Clinical studies aren’t what they used to be. In the past, the process was one-off: You conducted a study, gathered a lot of data, analyzed it, wrote a report, and submitted it to the authorities. But, says long-time Linked Data advocate Kerstin Forsberg, an information architect at AstraZeneca, that’s all changed in the last few years.
“A study is not a study on its own,” says Forsberg. Today, the goal is to do meta-analysis across many studies, so parties ranging from pharmaceuticals companies to contract research organizations to government authorities all are ‘customers’ of clinical data, so to speak. Data from various studies must be shared among all these parties. “It puts a new context around clinical trial data, that it must be easy to link data together, to link across several different studies,” she says.
The case is there to use modern information standards, like semantic web standards and Linked Data principles, to address this need. It’s why Forsberg is one of the individuals spearheading a volunteer effort to create RDF and OWL representations of the standards published by the Clinical Data Interchange Standards Consortium (CDISC) an international, non-profit organization that develops and supports global data standards for medical research.
The problem is that CDISC publishes its standards in huge PDF documents, with Excel matrices and some first-generation XML implementations, she notes. “If I want to know how to exchange lab data with a number of different measurements, I must pick up the PDF document to see how to structure the data sets, what elements are in them,” she says. That’s fine for a human to do, but better yet would be to represent the standards data in RDF format so that it would be machine-readable and thus seamless to refer to a single element in a full data set of labs data.
The effort has begun with the most commonly known and used part of the CDISC standards portfolio, its submission data set standards (for providing drug research and testing information to authorities like the FDA). These have now been published in RDF format as a demonstration of the usefulness of the approach. Forsberg is currently composing a blog to take industry users through the transformation process (see the cdisc2rdf.com blog). This is important because semantic web and Linked Data still represent new territory for long-standing standards organizations, and it can be challenging for them to come up to speed.

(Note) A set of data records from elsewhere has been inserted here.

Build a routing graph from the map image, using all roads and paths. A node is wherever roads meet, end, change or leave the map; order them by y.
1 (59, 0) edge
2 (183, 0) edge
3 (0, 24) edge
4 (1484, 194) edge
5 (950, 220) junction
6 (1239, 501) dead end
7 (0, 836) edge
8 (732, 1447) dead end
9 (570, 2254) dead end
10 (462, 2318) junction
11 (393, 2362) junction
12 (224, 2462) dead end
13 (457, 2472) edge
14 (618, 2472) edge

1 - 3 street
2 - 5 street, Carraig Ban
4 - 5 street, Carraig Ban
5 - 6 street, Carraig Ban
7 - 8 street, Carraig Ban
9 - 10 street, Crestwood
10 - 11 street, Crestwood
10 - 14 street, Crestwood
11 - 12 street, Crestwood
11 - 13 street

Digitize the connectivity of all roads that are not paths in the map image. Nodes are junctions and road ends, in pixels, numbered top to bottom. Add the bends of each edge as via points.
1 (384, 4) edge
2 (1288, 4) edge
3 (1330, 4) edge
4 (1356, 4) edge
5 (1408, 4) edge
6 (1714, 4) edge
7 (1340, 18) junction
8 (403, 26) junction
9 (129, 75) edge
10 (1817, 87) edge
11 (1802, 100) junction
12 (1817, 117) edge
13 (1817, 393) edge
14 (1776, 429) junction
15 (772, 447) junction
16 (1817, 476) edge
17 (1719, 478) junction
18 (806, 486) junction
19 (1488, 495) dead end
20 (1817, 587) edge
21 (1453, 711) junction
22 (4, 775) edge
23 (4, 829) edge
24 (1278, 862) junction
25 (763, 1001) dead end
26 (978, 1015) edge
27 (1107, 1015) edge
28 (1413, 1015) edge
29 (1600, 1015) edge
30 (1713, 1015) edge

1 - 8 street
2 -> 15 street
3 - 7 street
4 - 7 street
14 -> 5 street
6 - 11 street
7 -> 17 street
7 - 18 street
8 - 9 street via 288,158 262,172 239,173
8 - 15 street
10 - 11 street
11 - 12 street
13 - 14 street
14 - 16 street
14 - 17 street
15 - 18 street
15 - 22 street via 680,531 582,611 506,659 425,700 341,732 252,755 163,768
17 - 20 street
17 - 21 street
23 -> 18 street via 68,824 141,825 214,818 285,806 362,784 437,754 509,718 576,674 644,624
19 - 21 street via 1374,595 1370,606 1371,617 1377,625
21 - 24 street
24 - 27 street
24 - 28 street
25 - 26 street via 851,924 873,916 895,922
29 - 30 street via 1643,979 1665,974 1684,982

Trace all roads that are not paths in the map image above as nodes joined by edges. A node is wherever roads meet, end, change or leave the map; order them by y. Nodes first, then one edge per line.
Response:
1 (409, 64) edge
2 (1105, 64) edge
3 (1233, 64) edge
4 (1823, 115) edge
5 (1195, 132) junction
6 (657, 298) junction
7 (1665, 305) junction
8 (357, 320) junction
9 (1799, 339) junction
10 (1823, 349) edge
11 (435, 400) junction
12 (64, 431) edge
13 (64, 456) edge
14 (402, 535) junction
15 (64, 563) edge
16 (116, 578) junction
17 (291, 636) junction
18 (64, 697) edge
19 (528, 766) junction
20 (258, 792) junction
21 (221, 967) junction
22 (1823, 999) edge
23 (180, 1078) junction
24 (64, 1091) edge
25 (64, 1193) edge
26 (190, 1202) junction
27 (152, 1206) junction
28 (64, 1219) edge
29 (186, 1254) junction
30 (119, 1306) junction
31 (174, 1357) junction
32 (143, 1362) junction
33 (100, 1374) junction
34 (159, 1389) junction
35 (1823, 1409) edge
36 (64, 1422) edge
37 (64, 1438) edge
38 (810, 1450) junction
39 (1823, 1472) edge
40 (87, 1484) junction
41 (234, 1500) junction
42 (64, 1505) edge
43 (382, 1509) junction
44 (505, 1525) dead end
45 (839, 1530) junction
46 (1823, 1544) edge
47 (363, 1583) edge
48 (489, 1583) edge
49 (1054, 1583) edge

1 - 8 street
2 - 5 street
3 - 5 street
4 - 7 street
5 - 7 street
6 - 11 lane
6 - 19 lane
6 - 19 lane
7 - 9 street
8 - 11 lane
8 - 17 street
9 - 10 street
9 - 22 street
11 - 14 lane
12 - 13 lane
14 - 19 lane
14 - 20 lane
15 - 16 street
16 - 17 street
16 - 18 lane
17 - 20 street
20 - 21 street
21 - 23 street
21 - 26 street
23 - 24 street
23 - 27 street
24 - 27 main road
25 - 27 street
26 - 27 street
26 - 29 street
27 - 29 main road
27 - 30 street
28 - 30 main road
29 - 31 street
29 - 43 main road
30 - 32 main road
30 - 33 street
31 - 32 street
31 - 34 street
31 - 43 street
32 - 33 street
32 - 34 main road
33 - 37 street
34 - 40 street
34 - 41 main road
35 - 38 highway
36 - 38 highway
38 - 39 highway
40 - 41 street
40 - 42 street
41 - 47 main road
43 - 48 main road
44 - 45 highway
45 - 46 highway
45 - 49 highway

The next step, she says, will be to have this picked up by CDISC and the NCI Enterprise Vocabulary Services (EVS), which has provided terminology content, tools, and services to accurately code, analyze and share cancer and biomedical research, clinical and public health information. “So, when they publish their documents or standards in PDF format and Excel formats, that they also publish in RDF and OWL owl formats and have a nice Linked Data interface to it,” says Forsberg. “So when I’m using a URI for a specific data element in the clinical data standards, they can provide me a nice Linked Data interface to it as well.”
In November a public meeting took place around studying new standards for data exchange with the FDA in Washington D.C. The summary from that meeting was that there was general interest in the semantic web, but that more information was needed to better understand its potential use. In a mid-January FDA meeting, according to Charlie Mead, co-chair of the W3C’s Health Care and Life Sciences Interest Group (HCLSIG), based on the follow-up questions from FDA personnel in attendance and reports of subsequent internal inquiries, “the FDA appears to have both continuing interest in, and an initial understanding of, the overarching value proposition and possibilities of SW-based strategies.”
On behalf of the W3C HCLS Work Group, Mead says that he and Eric Prud'hommeaux, the W3C’s HCLSIG team contact, have proposed to the FDA that they provide some additional semantic web training to interested persons within the FDA. The goal, he says, is “developing enough internal interest and ongoing continuing education that a planning group can be formed to examine viable operational strategies around current FDA goals – for example, the "58 'n 5" plan to develop reusable content in 58 Therapeutic Areas, next-generation submission strategies” and so on.